[Dataset items]
|---|
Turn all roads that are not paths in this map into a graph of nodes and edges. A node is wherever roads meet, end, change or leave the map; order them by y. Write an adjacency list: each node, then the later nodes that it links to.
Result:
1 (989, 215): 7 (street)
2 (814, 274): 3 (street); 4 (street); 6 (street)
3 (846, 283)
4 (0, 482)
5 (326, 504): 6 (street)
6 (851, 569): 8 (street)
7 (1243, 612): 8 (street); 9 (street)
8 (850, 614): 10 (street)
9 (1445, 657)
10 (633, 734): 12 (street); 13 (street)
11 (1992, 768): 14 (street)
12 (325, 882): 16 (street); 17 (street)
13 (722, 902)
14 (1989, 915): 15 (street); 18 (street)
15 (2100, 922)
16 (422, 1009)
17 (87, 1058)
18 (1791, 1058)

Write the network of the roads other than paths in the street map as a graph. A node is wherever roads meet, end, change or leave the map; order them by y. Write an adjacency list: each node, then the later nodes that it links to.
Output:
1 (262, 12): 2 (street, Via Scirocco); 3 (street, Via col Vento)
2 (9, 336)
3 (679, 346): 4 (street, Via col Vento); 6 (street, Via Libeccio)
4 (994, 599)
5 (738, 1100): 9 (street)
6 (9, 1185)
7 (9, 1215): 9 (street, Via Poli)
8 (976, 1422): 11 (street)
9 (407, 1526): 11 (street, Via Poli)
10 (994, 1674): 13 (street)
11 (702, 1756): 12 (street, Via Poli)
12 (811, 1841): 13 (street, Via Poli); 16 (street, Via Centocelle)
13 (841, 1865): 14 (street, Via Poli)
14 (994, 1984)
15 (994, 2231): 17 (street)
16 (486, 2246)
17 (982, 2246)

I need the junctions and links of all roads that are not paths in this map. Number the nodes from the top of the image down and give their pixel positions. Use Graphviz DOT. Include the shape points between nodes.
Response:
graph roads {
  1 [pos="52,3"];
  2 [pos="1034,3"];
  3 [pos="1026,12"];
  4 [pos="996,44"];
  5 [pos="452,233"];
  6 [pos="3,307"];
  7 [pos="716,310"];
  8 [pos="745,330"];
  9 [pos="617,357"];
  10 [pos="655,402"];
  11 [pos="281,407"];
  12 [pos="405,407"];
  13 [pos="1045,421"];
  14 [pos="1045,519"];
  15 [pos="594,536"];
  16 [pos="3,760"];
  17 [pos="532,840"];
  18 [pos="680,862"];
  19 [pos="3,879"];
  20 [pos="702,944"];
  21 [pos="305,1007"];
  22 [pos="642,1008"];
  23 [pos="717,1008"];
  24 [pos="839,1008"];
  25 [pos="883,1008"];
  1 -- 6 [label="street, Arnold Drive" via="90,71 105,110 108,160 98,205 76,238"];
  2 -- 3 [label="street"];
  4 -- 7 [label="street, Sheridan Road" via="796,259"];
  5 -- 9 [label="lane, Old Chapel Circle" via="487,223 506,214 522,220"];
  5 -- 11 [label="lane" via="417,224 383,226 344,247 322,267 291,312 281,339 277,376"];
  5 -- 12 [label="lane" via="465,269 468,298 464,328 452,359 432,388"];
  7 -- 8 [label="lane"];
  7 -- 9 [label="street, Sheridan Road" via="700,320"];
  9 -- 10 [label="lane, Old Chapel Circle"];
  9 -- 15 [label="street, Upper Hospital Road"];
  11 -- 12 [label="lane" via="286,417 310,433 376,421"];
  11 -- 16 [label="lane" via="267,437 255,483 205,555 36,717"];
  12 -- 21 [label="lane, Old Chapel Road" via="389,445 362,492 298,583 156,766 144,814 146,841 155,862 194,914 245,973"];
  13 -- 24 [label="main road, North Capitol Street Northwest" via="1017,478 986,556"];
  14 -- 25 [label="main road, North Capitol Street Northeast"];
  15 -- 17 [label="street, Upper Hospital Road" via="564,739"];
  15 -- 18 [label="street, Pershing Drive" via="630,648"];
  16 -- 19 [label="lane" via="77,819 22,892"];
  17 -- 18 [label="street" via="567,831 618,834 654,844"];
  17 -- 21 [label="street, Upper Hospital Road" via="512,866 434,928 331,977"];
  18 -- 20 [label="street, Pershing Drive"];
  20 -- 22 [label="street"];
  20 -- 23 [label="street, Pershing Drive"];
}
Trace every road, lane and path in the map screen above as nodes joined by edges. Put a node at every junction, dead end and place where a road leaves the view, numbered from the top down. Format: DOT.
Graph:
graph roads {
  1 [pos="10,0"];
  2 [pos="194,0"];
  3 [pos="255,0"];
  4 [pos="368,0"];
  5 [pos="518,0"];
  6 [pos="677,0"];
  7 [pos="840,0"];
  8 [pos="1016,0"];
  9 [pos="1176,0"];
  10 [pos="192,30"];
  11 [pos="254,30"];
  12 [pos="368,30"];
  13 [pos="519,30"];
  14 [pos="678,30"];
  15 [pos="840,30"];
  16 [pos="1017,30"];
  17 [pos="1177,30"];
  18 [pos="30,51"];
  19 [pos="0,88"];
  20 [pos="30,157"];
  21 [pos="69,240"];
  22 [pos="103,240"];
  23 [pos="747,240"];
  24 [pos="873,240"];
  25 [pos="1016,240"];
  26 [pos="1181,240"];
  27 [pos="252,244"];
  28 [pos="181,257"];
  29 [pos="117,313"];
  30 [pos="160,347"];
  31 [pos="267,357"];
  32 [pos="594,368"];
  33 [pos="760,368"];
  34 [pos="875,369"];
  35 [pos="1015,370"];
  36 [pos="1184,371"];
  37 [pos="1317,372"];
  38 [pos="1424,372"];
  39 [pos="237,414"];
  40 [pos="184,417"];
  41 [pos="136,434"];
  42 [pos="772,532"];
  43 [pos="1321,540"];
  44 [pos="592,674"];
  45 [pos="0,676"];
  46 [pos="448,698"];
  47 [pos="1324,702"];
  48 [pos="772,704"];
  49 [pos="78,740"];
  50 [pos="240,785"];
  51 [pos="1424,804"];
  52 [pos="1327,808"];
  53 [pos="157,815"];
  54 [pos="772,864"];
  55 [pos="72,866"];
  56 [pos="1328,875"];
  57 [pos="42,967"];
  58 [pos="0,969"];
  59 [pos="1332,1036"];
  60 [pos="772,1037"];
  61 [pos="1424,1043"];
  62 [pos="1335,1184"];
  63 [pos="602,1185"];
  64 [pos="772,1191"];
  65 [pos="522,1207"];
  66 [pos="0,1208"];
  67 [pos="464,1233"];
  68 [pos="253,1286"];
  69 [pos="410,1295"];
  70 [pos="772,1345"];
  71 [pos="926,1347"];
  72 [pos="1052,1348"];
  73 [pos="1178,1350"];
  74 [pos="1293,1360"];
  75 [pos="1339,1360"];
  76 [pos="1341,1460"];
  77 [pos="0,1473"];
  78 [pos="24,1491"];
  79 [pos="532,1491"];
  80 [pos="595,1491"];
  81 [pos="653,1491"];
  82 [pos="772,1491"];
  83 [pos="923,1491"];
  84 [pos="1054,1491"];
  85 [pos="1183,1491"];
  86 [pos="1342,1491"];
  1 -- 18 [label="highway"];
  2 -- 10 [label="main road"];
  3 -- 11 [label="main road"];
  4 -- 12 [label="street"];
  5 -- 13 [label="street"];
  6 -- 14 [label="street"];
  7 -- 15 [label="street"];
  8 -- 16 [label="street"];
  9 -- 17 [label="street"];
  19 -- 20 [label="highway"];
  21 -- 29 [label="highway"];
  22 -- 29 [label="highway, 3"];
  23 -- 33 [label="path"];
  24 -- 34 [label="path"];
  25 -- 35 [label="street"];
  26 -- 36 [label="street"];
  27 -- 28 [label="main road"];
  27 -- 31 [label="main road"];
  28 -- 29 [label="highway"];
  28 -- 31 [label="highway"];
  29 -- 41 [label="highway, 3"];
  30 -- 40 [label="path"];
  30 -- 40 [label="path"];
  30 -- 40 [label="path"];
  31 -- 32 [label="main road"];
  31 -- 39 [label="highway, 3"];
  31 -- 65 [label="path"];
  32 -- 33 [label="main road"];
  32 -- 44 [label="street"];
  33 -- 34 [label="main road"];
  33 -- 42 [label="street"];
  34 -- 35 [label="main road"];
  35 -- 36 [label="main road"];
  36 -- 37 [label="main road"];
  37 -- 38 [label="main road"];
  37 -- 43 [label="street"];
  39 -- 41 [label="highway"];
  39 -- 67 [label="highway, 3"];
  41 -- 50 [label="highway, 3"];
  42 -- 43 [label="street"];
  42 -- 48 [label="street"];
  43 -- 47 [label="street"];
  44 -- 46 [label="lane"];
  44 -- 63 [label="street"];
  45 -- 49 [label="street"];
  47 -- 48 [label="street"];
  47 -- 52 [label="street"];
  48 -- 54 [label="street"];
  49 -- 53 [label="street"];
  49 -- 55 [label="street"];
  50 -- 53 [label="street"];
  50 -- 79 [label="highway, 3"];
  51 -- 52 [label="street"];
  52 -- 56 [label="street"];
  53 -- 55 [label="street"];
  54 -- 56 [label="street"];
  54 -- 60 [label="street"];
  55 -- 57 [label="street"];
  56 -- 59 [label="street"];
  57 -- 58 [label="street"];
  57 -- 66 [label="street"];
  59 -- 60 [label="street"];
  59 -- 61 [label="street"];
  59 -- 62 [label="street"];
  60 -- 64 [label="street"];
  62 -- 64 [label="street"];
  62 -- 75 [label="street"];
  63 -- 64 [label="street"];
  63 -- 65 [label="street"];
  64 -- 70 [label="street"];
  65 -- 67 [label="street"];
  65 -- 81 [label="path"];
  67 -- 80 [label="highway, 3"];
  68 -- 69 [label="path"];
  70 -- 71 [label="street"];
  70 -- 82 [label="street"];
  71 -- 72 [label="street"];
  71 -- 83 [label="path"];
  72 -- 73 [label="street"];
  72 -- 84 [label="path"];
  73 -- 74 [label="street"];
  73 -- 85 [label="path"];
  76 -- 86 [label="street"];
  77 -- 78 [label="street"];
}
|---|
**EXERCISE PROMPT:** Look for the string "Chapel" in the data above and return every line that has it.

**ANSWER TO THIS PROBLEM:**
  5 -- 9 [label="lane, Old Chapel Circle" via="487,223 506,214 522,220"];
  9 -- 10 [label="lane, Old Chapel Circle"];
  12 -- 21 [label="lane, Old Chapel Road" via="389,445 362,492 298,583 156,766 144,814 146,841 155,862 194,914 245,973"];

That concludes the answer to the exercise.